My fixie has had funny noises (funny strange, not funny ha-ha) coming from its bottom bracket, so I took it into the shop last night. My racing bike needs some repairs, too, though with all the shops experiencing the annual fair-weather rush, I don't know when I'll get it done without missing anything important.
And this body of mine. It could use a tune-up itself, if not a complete overhaul. Next week's rest week can't come soon enough.
Photo taken by L. Alton: May 6, 2006
May 2, 2006
We were pretty deflated after Saturday's road race, the first of three stages in the Anderson Mayors Cup. There had been no challenging climbs to separate the field -- on the course's modest hills I amused myself by heckling those who struggled: "Why are we slowing? Is there an obstruction ahead? Are those gears I hear being changed? For this?" -- so after 43 miles the race came down to a bunch sprint. Since I was still recovering from an aborted break, I volunteered to lead Tim out. We had great position, me in fourth and him in fifth, but we got anxious and jumped way too soon. Riders zipped around me like two sides of a zipper zipping around something that ought not be stuck in a zipper. Tim got a disappointing 10th. I settled for 17th.
Then a funny thing happened: Tim killed the time trial. Must have been his skinsuit. He would enter Sunday's criterium in fourth place in the general classification.
Waking up Sunday, however, I wasn't even sure I'd race. Rain was forecast for the entire day. Crits are dicey enough when it's dry. A wet surface was a prescription for road rash, busted heads and, worse, dirty components.
The rain worked to our favor, however. It kept our field small, around 25, scaring away even the riders in contention for the overall prize, including second and third place. First place had a prohibitive lead, but if we could keep anyone from scoring points on Tim, he'd finish the weekend in second place.
Four of us stuck around for the crit. At the starting line we did a head count. One. Two. Three. Three?
Where was Tim, our great GC hope?
The promoter was ready to start the race. "Second place had a mechanical," I said, making something up, "but he'll be here soon!"

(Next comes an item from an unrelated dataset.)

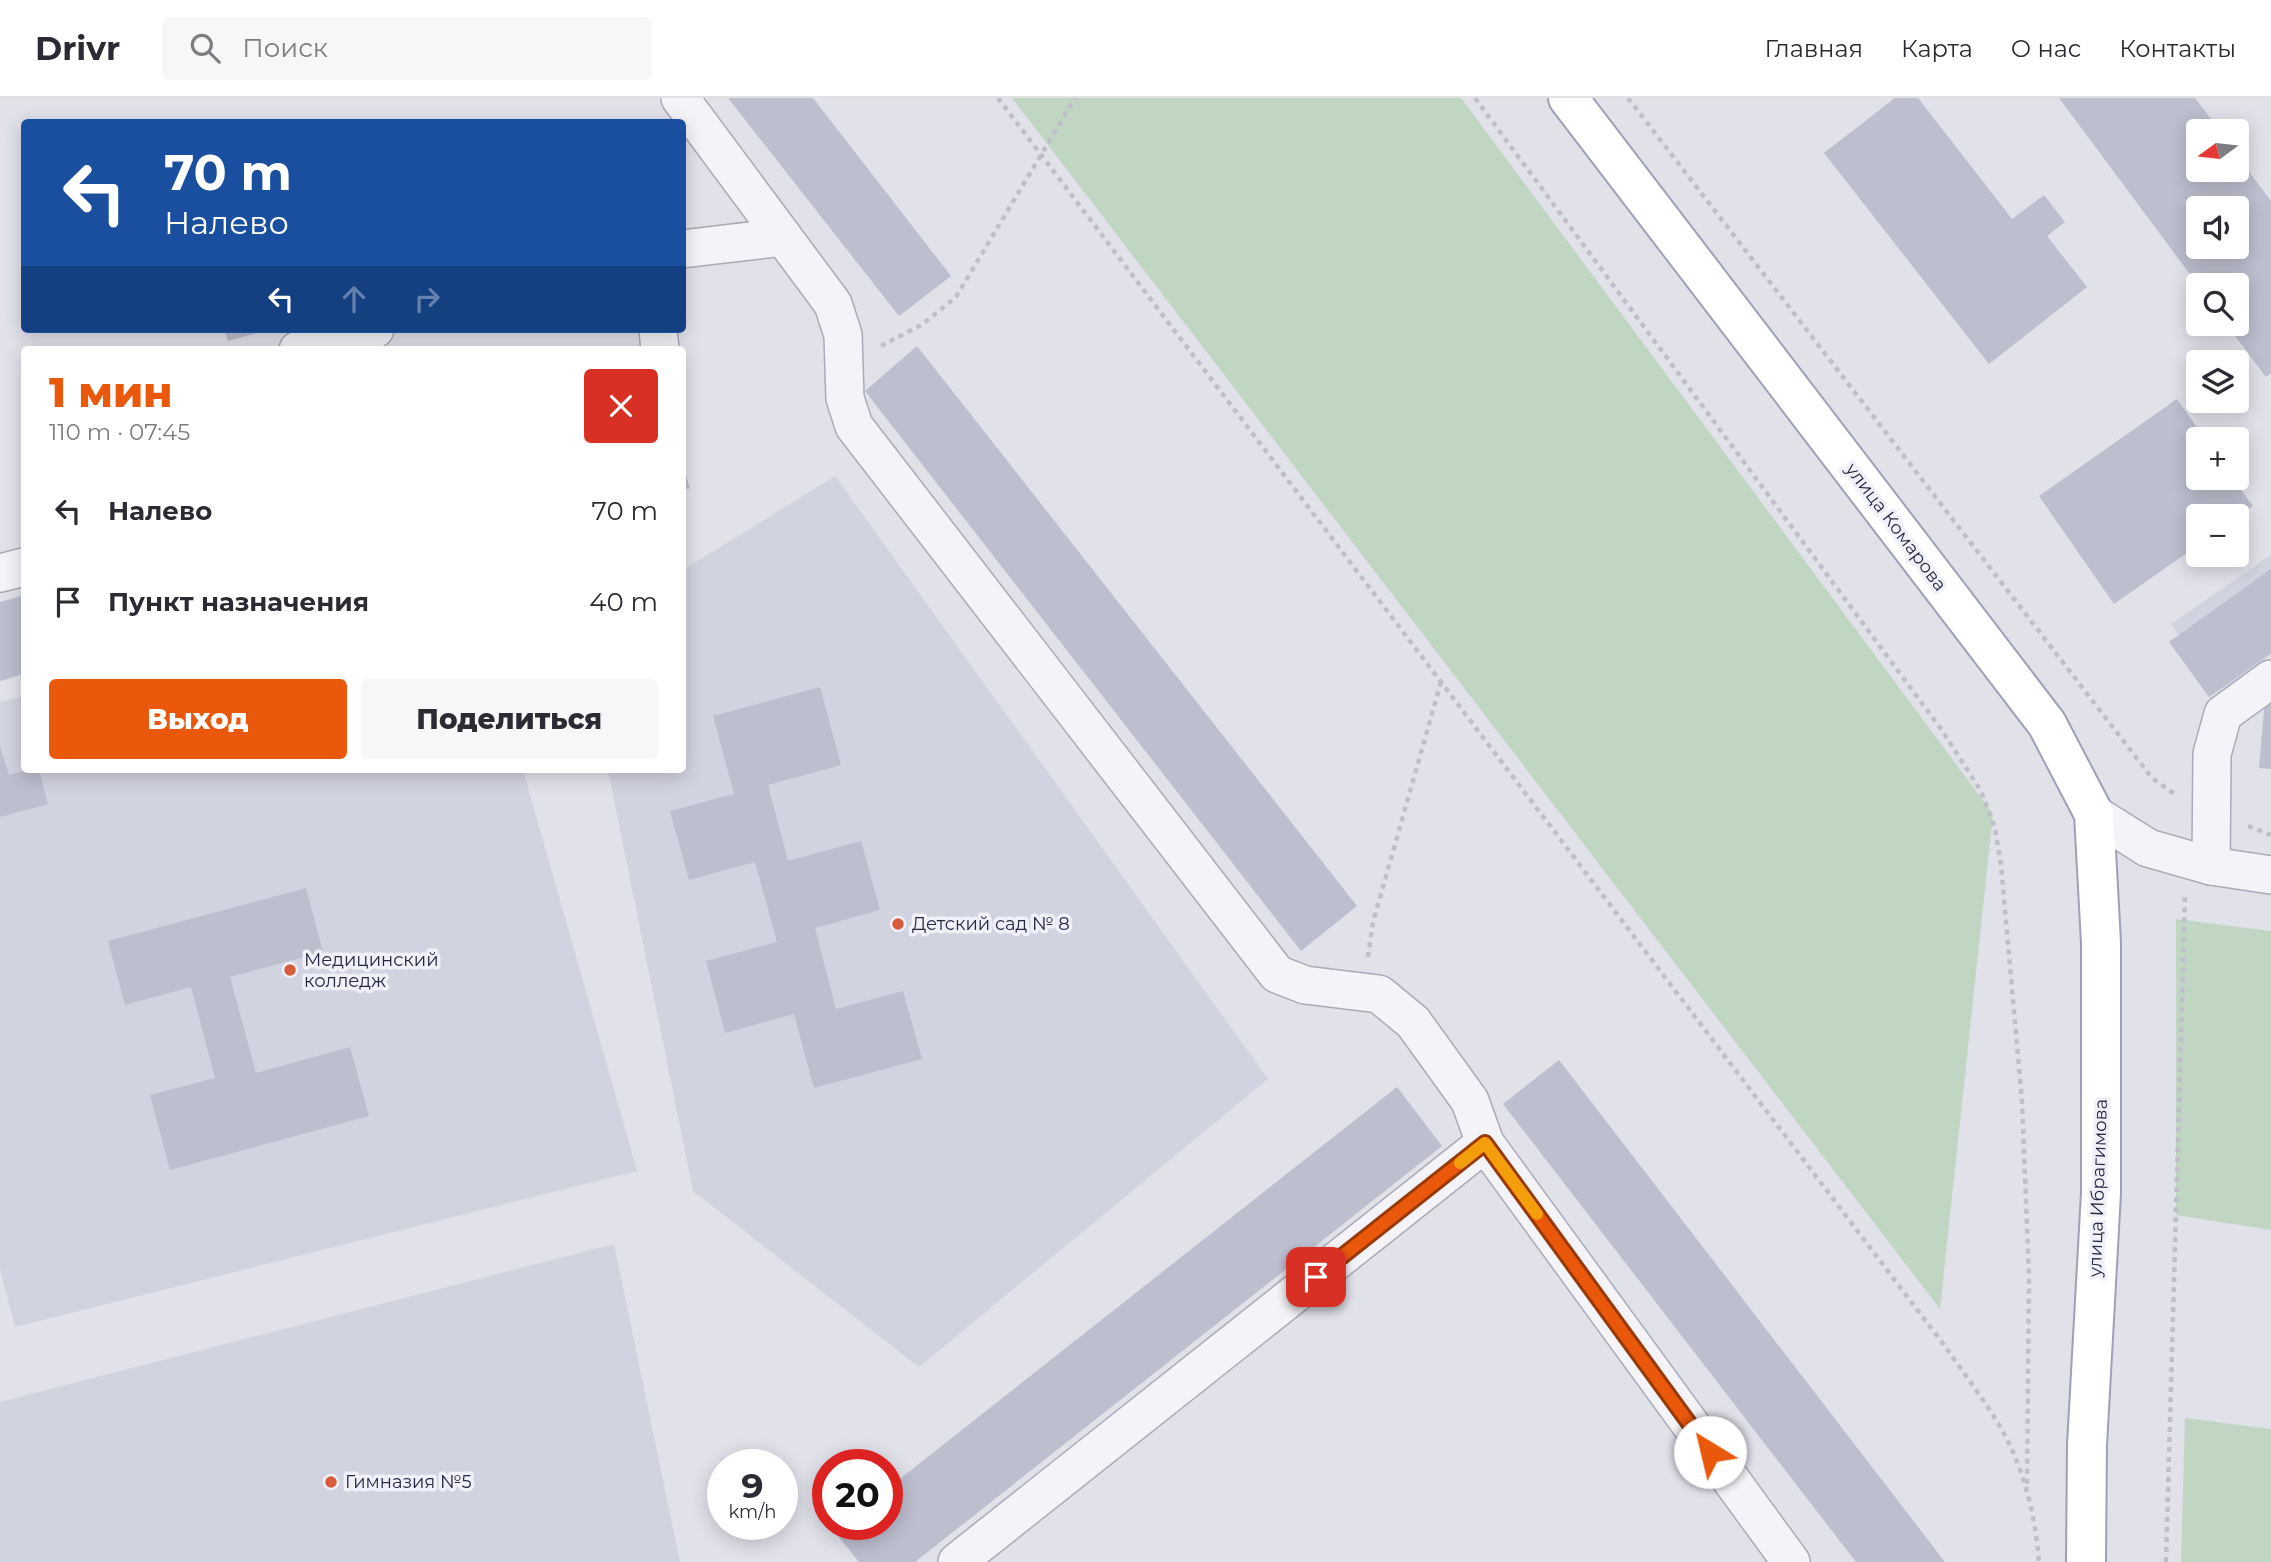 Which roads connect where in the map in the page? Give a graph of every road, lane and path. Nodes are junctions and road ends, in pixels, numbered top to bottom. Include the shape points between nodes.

The promoter shrugged. We tried to stall.
"Is there a wheel pit?"
"Where is the feed zone?"
"Can you tell us more about the wheel pit?"
Apparently Tim had taken an extra warm-up lap and gotten stuck behind some pokey masters riders. Finally we saw him come around Turn 4, trying to catch up to us as if he were, as he'd put it later, the neighborhood fat kid. He was still about 50 meters away when the whistle blew, just in time for him to help himself to a flying start.

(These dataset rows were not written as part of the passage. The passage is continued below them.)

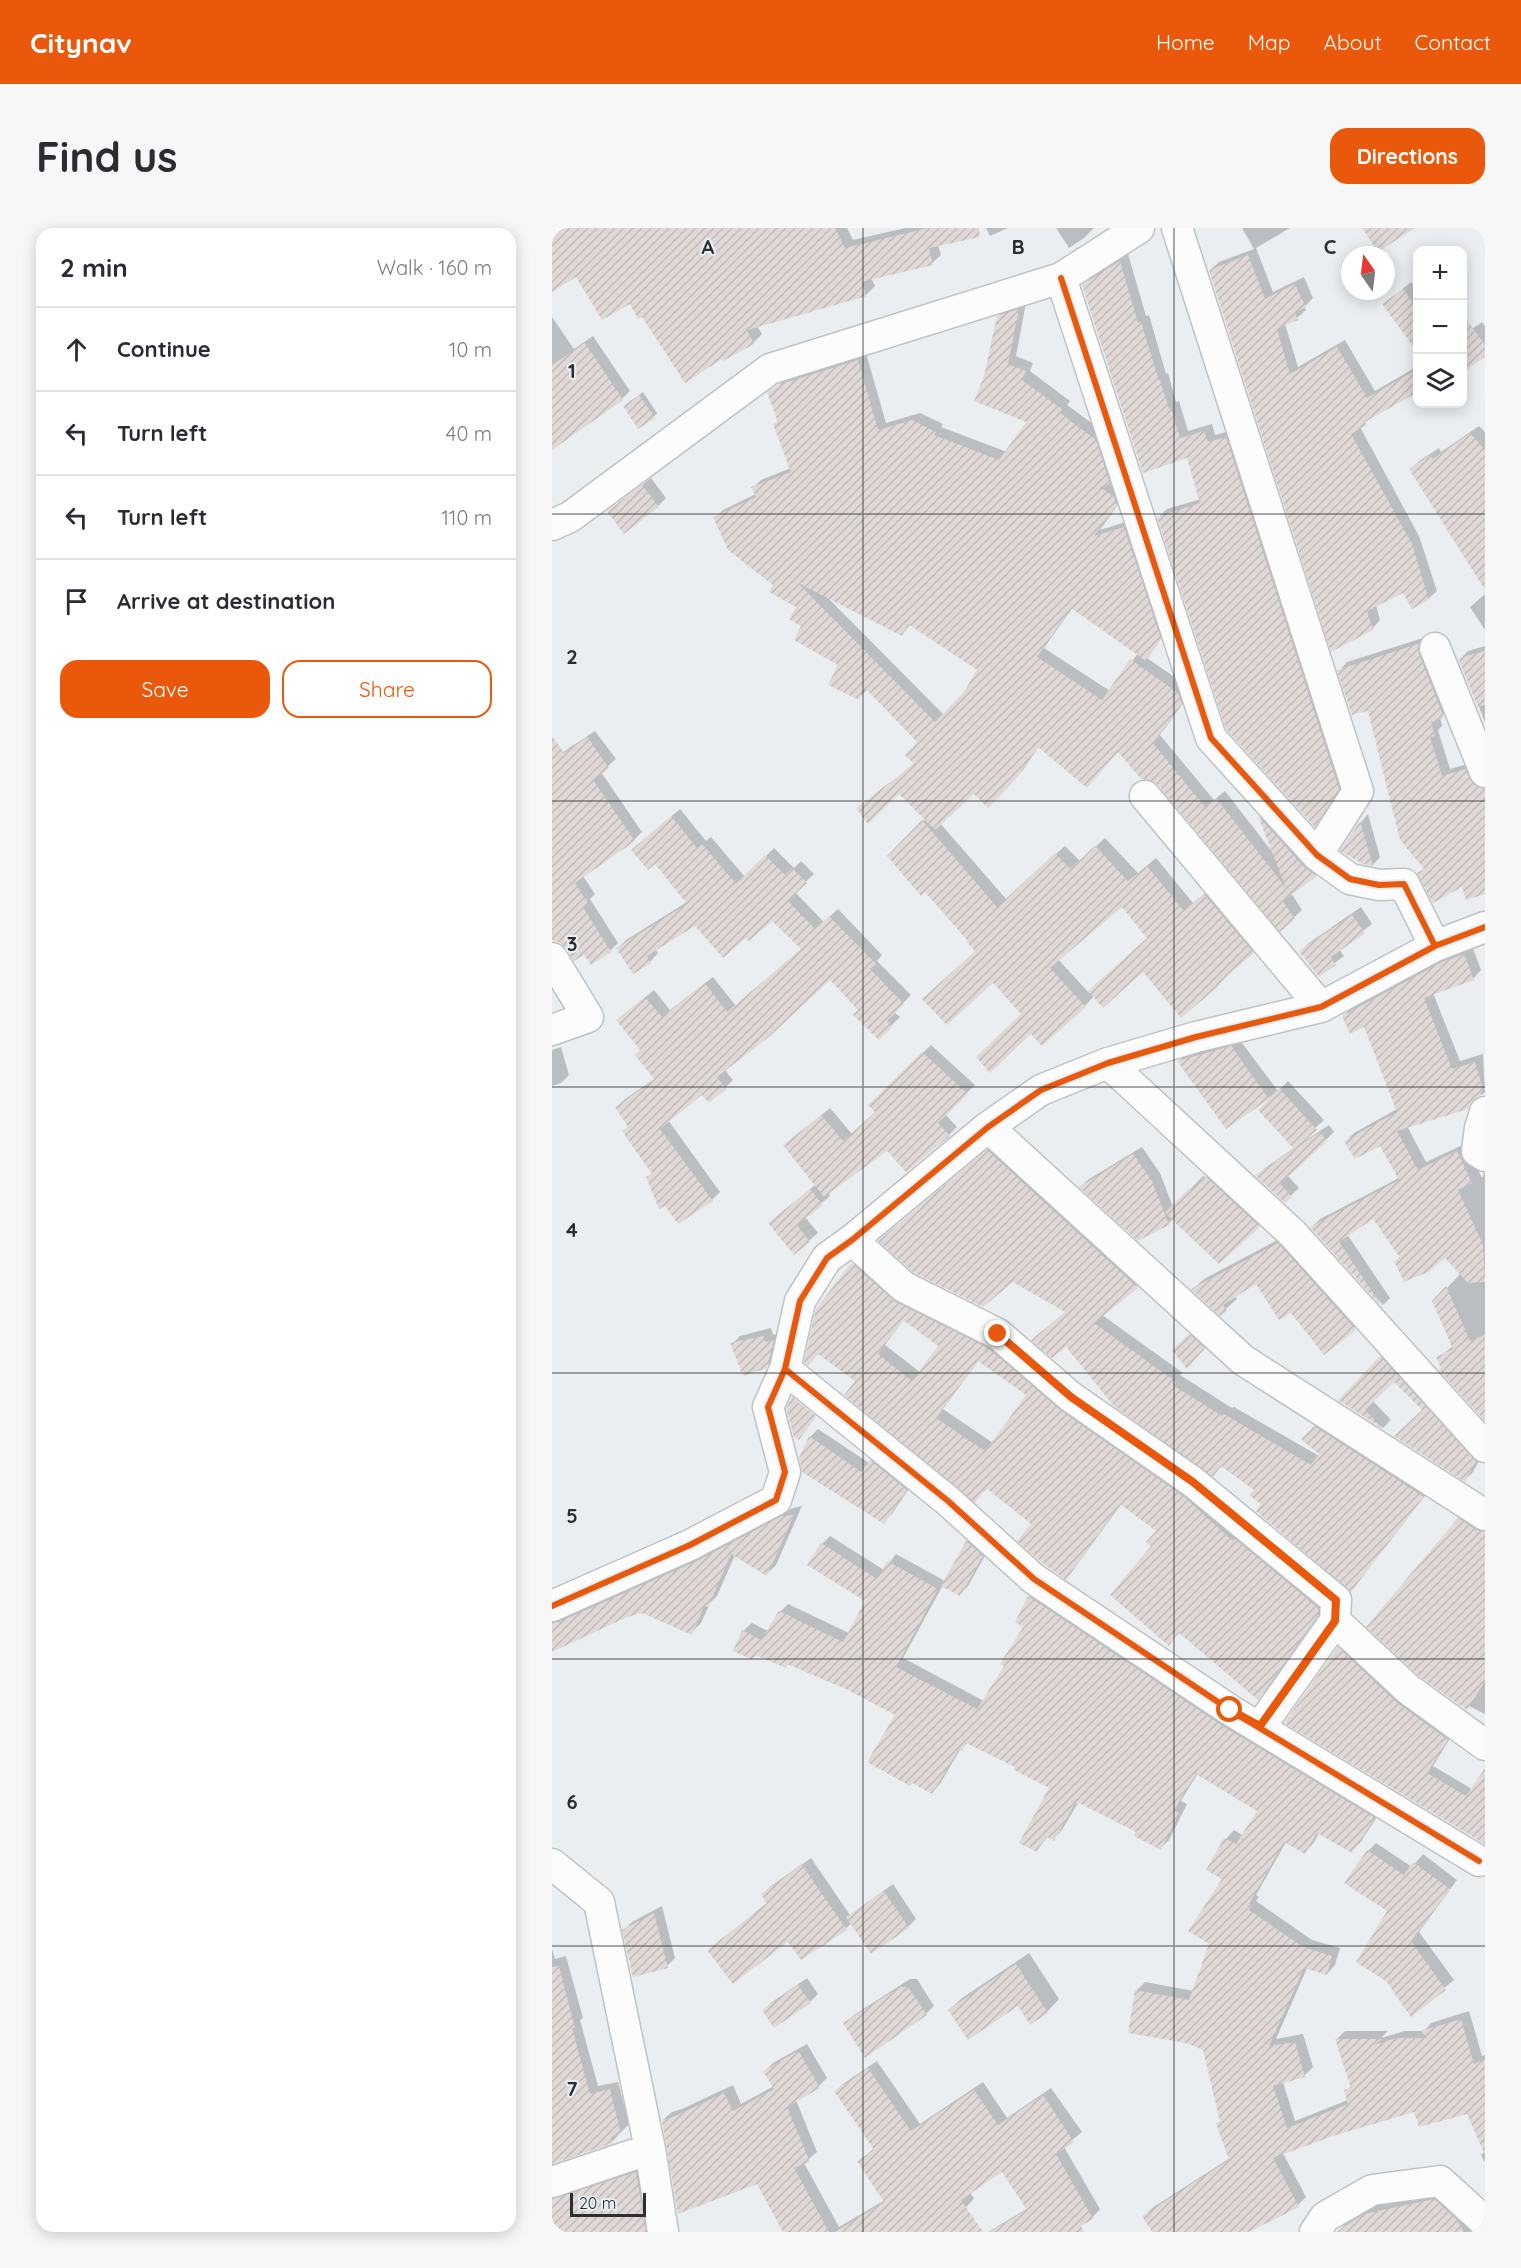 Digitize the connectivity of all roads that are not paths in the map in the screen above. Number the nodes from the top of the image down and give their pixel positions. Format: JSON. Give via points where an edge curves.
{"nodes":[{"id":1,"x":1139,"y":228,"type":"edge"},
{"id":2,"x":1177,"y":228,"type":"edge"},
{"id":3,"x":1061,"y":278,"type":"junction"},
{"id":4,"x":552,"y":525,"type":"edge"},
{"id":5,"x":1435,"y":648,"type":"dead end"},
{"id":6,"x":1485,"y":772,"type":"edge"},
{"id":7,"x":1145,"y":795,"type":"dead end"},
{"id":8,"x":1317,"y":855,"type":"junction"},
{"id":9,"x":1485,"y":927,"type":"edge"},
{"id":10,"x":1435,"y":946,"type":"junction"},
{"id":11,"x":552,"y":958,"type":"edge"},
{"id":12,"x":1321,"y":1007,"type":"junction"},
{"id":13,"x":552,"y":1030,"type":"edge"},
{"id":14,"x":1108,"y":1063,"type":"junction"},
{"id":15,"x":1485,"y":1112,"type":"edge"},
{"id":16,"x":988,"y":1127,"type":"junction"},
{"id":17,"x":1485,"y":1156,"type":"edge"},
{"id":18,"x":852,"y":1240,"type":"junction"},
{"id":19,"x":785,"y":1369,"type":"junction"},
{"id":20,"x":1485,"y":1447,"type":"edge"},
{"id":21,"x":1483,"y":1508,"type":"edge"},
{"id":22,"x":552,"y":1606,"type":"edge"},
{"id":23,"x":1335,"y":1621,"type":"junction"},
{"id":24,"x":1260,"y":1726,"type":"junction"},
{"id":25,"x":1485,"y":1745,"type":"edge"},
{"id":26,"x":1479,"y":1861,"type":"dead end"},
{"id":27,"x":552,"y":1864,"type":"edge"},
{"id":28,"x":650,"y":2149,"type":"junction"},
{"id":29,"x":552,"y":2182,"type":"edge"},
{"id":30,"x":1485,"y":2222,"type":"edge"},
{"id":31,"x":663,"y":2232,"type":"edge"},
{"id":32,"x":1315,"y":2232,"type":"edge"}],
"edges":[{"from":1,"to":3,"type":"street"},
{"from":2,"to":8,"type":"street","via":[[1358,791]]},
{"from":3,"to":4,"type":"street","via":[[770,369],[570,517]]},
{"from":3,"to":8,"type":"street","via":[[1211,738]]},
{"from":5,"to":6,"type":"street"},
{"from":7,"to":12,"type":"street"},
{"from":8,"to":10,"type":"street","via":[[1350,879],[1379,885],[1404,884]]},
{"from":9,"to":10,"type":"street"},
{"from":10,"to":12,"type":"street"},
{"from":11,"to":13,"type":"street","via":[[588,1017]]},
{"from":12,"to":14,"type":"street"},
{"from":14,"to":16,"type":"street","via":[[1041,1090]]},
{"from":14,"to":20,"type":"street","via":[[1293,1234]]},
{"from":15,"to":17,"type":"street","via":[[1477,1151]]},
{"from":16,"to":18,"type":"street"},
{"from":16,"to":21,"type":"street","via":[[1243,1360]]},
{"from":18,"to":19,"type":"street","via":[[827,1258],[800,1301]]},
{"from":18,"to":23,"type":"street","via":[[904,1287],[998,1334],[1071,1397],[1193,1482],[1336,1600]]},
{"from":19,"to":22,"type":"street","via":[[768,1407],[785,1472],[776,1500],[690,1545]]},
{"from":19,"to":24,"type":"street","via":[[948,1501],[1034,1579]]},
{"from":23,"to":24,"type":"street"},
{"from":23,"to":25,"type":"street","via":[[1408,1689]]},
{"from":24,"to":26,"type":"street"},
{"from":27,"to":28,"type":"street","via":[[599,1902]]},
{"from":28,"to":29,"type":"street"},
{"from":28,"to":31,"type":"street"},
{"from":30,"to":32,"type":"street","via":[[1440,2181],[1372,2190],[1325,2217]]}]}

My job during the race was to chase down any moves by rider nos. 459, 460 and 485. Those were the threats to Tim's standing. Whenever someone attacked, I could count on hearing Tim behind me, saying either "Let him go" or "We need to shut that down," and I reacted accordingly. (Racing is much easier when I don't have to think for myself.)
The course proved not nearly as treacherous as I'd feared. We let the overall leader escape on a solo breakaway, and then a few attacks and counterattacks broke the lead group into a pack of nine. We took the corners single file, nice and easy.
With three laps to go, Tim and I settled into fourth and fifth wheels again. We spent the entire last lap discussing our leadout so that we wouldn't make the same blunder as in the road race.
It turned out to be moot: I led him hot out of Turn 4, but then another rider jumped way too early. Tim hopped onto that wheel and sprinted around it for the win, claiming second in the race and locking up second in the GC. After topping 35 mph in the homestretch, I threw for seventh, squeezing into 8th overall and into the money, insofar as winning $25 for a race that cost $65 to enter and $60 to drive to is "in the money."
Afterward, two different riders told us how mad they were that they had heard us blabbing about our plans but still weren't able to beat Tim. (Note to selves: Stop blabbing so much!)